Thankfully, my own involvement is creative, and I'm not directly tangling with the finances and horrors of self-distribution, but let me tell you, it's always an uphill battle to shove indie animation into the mainstream media, with arms waving. "Shove" is definitely the right word for it, the first couple years most newspapers just had no idea what to do with us. This season has been the most interesting one : We've structured the release much bigger with a pre-show and mc's in every town and the vibe of a one-night only concert kind of event. some venues get filmmakers and special guests for Q&A's and in other cities we've involved ASIFA and local animation schools to get involved and show off their work. There's been a lot going on out there, it's got more of a film festival type spirit. We'll always have our share of misadventures on the road but as long as audiences keep showing up to support these artists we'll try our best to keep the zombie heart beating.

AMO: What was the most memorable reaction or feedback people have had to your recent work?
D.H.
The Meaning of Life was agony to see with audiences because it was the first thing I did that wasn't a comedy so I'd never know how i was doing: I wasn't used to hearing dead silence during my movies; laughter at least always told me I was in good shape. So that always made me want to crawl and hide under the back row theater seats. Hearing wall-to-wall laughs again with OK is a real welcome thing but I have to say what's made the biggest impression has been talking to the people who cry—that's real new for me.

There were happy tears every now and then during Life, but OK really seems to touch people on these whole other bittersweet levels. And it's a huge, weird, deeply personal privilege to feel invited into that I never feel quite sure I'm worthy of. "Did you really just let me into that room in your head? Really??” It's hard to describe making these sudden and deep connections with total strangers, connections you could not have made in a thousand conversations, and I guess that's ultimately why we make movies: When it all clicks it's a weird amazing thing.

AMO: What do you usually do in your free time when you're not animating?
D.H.:
Animation's a strange animal, over several nights you're very intensely focused on these moments that are maybe a couple seconds long. There's so much material backed up and ready to burst from your head but the process of getting it out is in this freaky concentrated slow motion.

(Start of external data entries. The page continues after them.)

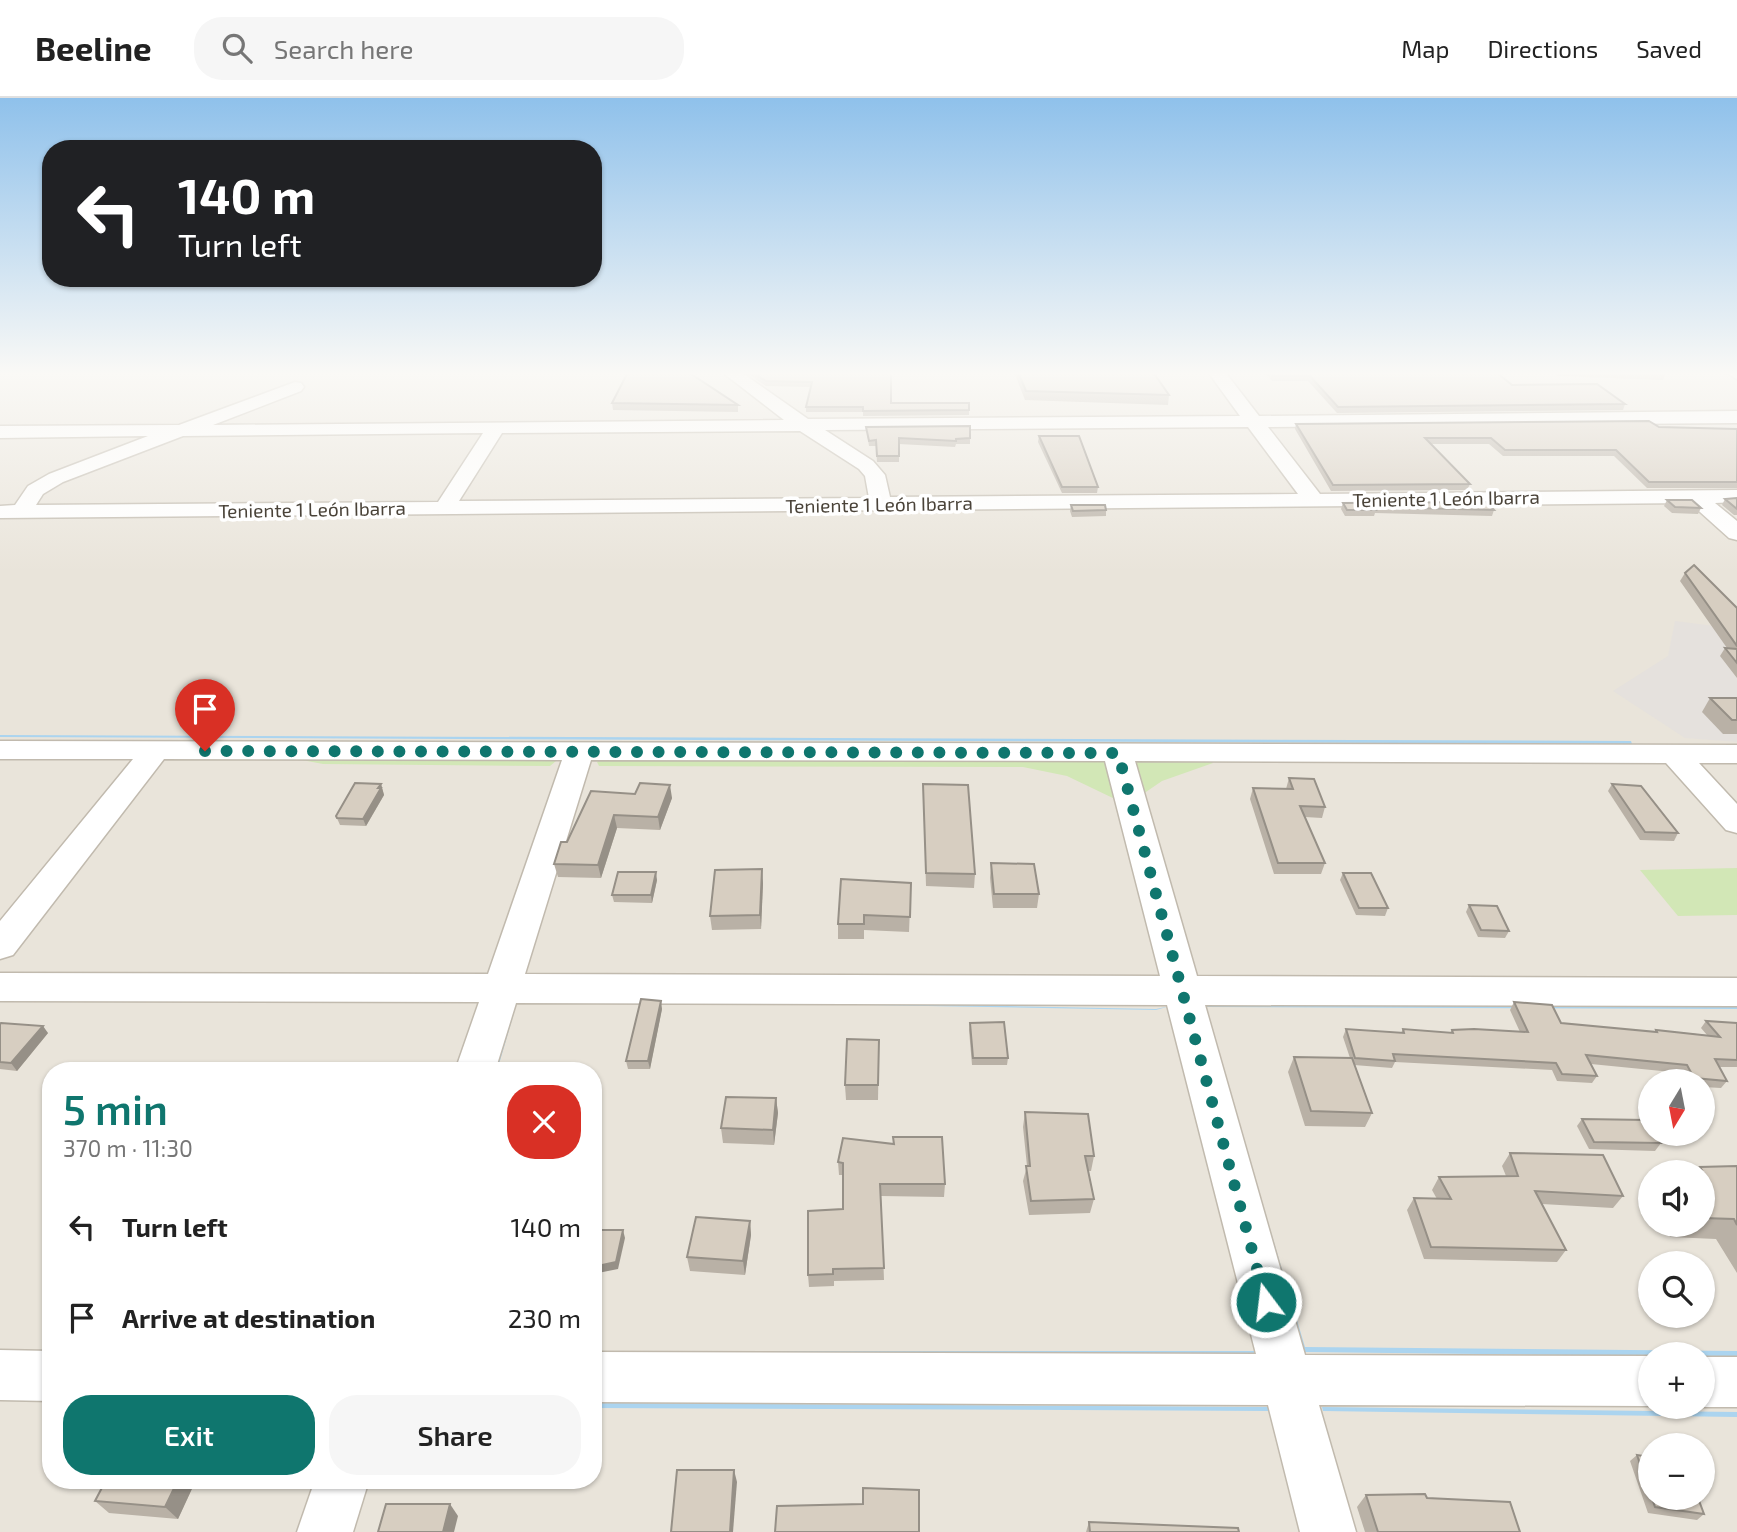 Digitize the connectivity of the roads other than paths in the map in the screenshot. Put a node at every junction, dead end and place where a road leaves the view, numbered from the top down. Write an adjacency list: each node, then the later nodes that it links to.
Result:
1 (154, 439): 10 (street)
2 (489, 439): 9 (street)
3 (825, 439): 8 (street)
4 (1265, 439): 7 (street)
5 (1695, 496): 6 (street, Teniente 1 León Ibarra); 7 (street, Teniente 1 León Ibarra); 11 (street)
6 (1737, 496)
7 (1314, 500): 8 (street, Teniente 1 León Ibarra)
8 (881, 503): 9 (street, Teniente 1 León Ibarra)
9 (444, 508): 10 (street, Teniente 1 León Ibarra)
10 (10, 512)
11 (1737, 533)
12 (0, 750): 13 (street)
13 (156, 751): 14 (street); 19 (street)
14 (579, 752): 15 (street); 21 (street)
15 (1118, 753): 17 (street); 22 (street)
16 (1737, 754): 17 (street)
17 (1675, 755): 18 (street)
18 (1737, 823)
19 (0, 946)
20 (0, 987): 21 (street)
21 (502, 988): 22 (street); 24 (street)
22 (1181, 990): 23 (street); 28 (street)
23 (1737, 992)
24 (478, 1062)
25 (0, 1376): 26 (street)
26 (42, 1376)
27 (602, 1377): 28 (street)
28 (1287, 1380): 29 (street); 34 (street)
29 (1638, 1381)
30 (1715, 1382): 31 (street)
31 (1737, 1382)
32 (339, 1489): 33 (street)
33 (325, 1532)
34 (1328, 1532)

I've kind of learned that I'm at my happiest in the off-hours when I follow these kind of calming and dull routines, I guess so I don't have anything break into my head and distract me or waste my attention or something.

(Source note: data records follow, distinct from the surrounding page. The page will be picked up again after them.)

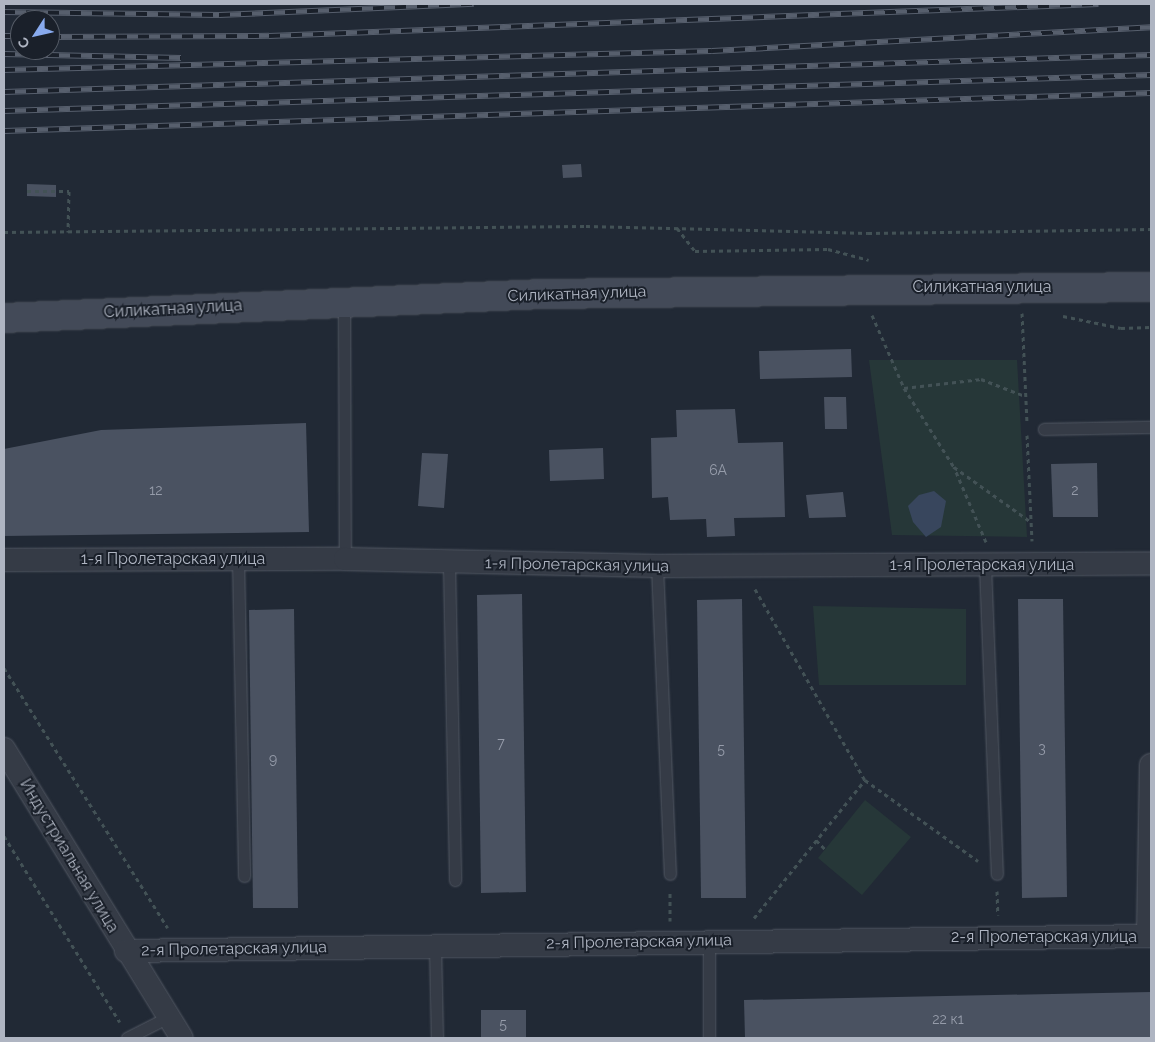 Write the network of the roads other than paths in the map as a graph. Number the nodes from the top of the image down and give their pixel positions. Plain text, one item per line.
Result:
1 (1151, 287) edge
2 (344, 302) junction
3 (4, 318) edge
4 (1151, 427) edge
5 (1044, 429) dead end
6 (238, 558) junction
7 (345, 559) junction
8 (4, 560) edge
9 (448, 563) junction
10 (1151, 564) edge
11 (991, 565) junction
12 (657, 566) junction
13 (4, 749) edge
14 (1151, 765) edge
15 (670, 874) road end
16 (997, 874) road end
17 (244, 876) dead end
18 (456, 880) dead end
19 (1150, 936) edge
20 (709, 940) junction
21 (435, 945) junction
22 (126, 951) junction
23 (168, 1017) junction
24 (128, 1037) edge
25 (182, 1038) edge
26 (437, 1038) edge
27 (709, 1038) edge

1 - 2 street, Силикатная улица
2 - 3 street, Силикатная улица
2 - 7 lane
4 - 5 lane
6 - 7 street, 1-я Пролетарская улица
6 - 8 street, 1-я Пролетарская улица
6 - 17 lane
7 - 9 street, 1-я Пролетарская улица
9 - 12 street, 1-я Пролетарская улица
9 - 18 lane
10 - 11 street, 1-я Пролетарская улица
11 - 12 street, 1-я Пролетарская улица
11 - 16 lane
12 - 15 lane
13 - 22 street, Индустриальная улица
14 - 19 street
19 - 20 street, 2-я Пролетарская улица
20 - 21 street, 2-я Пролетарская улица
20 - 27 lane
21 - 22 street, 2-я Пролетарская улица
21 - 26 lane
22 - 23 street, Индустриальная улица
23 - 24 lane
23 - 25 street, Индустриальная улица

I almost always animate and write in the middle of the night and when I find spare time in the day I basically just watch loads of movies and read a lot. When the weather's good there's hiking. Day to day, I guess the less I have to go around and deal with grown-up problems and disrupt things, the easier it is to keep my head shelled up in the movie and those little moments. Oh, and there's a ton of heroin! Did I mention the heroin?

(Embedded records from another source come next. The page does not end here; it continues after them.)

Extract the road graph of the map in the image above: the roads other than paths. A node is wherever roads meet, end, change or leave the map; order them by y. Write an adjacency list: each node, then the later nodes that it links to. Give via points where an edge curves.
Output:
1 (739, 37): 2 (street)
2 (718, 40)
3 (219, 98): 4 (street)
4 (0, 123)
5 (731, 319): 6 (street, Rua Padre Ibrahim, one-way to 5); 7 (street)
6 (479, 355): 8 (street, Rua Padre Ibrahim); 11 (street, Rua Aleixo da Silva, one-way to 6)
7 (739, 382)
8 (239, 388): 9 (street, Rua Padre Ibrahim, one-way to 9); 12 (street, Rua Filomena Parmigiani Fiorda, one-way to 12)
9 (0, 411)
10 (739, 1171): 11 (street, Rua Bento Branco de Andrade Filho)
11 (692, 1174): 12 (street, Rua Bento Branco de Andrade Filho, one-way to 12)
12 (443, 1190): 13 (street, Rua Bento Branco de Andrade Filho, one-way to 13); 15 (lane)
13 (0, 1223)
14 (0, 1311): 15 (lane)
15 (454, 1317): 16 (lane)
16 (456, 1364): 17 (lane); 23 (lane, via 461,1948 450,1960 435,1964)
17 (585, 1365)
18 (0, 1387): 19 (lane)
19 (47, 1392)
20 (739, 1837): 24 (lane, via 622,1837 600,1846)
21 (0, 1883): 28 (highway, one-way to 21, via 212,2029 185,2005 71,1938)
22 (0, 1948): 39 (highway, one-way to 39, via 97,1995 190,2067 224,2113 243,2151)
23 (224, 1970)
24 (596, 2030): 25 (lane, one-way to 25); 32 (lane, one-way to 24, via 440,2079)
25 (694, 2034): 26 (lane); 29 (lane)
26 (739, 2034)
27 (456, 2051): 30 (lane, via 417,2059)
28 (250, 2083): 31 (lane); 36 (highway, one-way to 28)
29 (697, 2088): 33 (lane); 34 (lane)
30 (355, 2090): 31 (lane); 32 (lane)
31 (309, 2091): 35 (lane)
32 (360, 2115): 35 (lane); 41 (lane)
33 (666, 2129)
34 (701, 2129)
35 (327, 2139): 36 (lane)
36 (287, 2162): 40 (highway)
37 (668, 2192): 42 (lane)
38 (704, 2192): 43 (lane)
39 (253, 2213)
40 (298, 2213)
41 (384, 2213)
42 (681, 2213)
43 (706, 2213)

AMO: How do you get so disciplined to create your 2D shorts? How do you fight the demons of procrastination?
D.H.:
The only other guy I know who's able to do this independently and not have a day job is Bill Plympton and I suppose we both realize how amazingly lucky we are. I rarely feel like I'm fighting procrastination, if anything I get really stir crazy and anxious if I'm away from production for a day or two. I'd probably be making these same movies if I had to work three jobs on the side or if I were a multi-millionaire—it's much harder for me not to work on them. I just can't imagine that. I've got the freedom to tell the stories I want to and answer to nobody and there's this great audience out there waiting for them. I don't know if a filmmaker could ask for much more than that, you know? So, every day I'm not working on something just feels kind of stupid.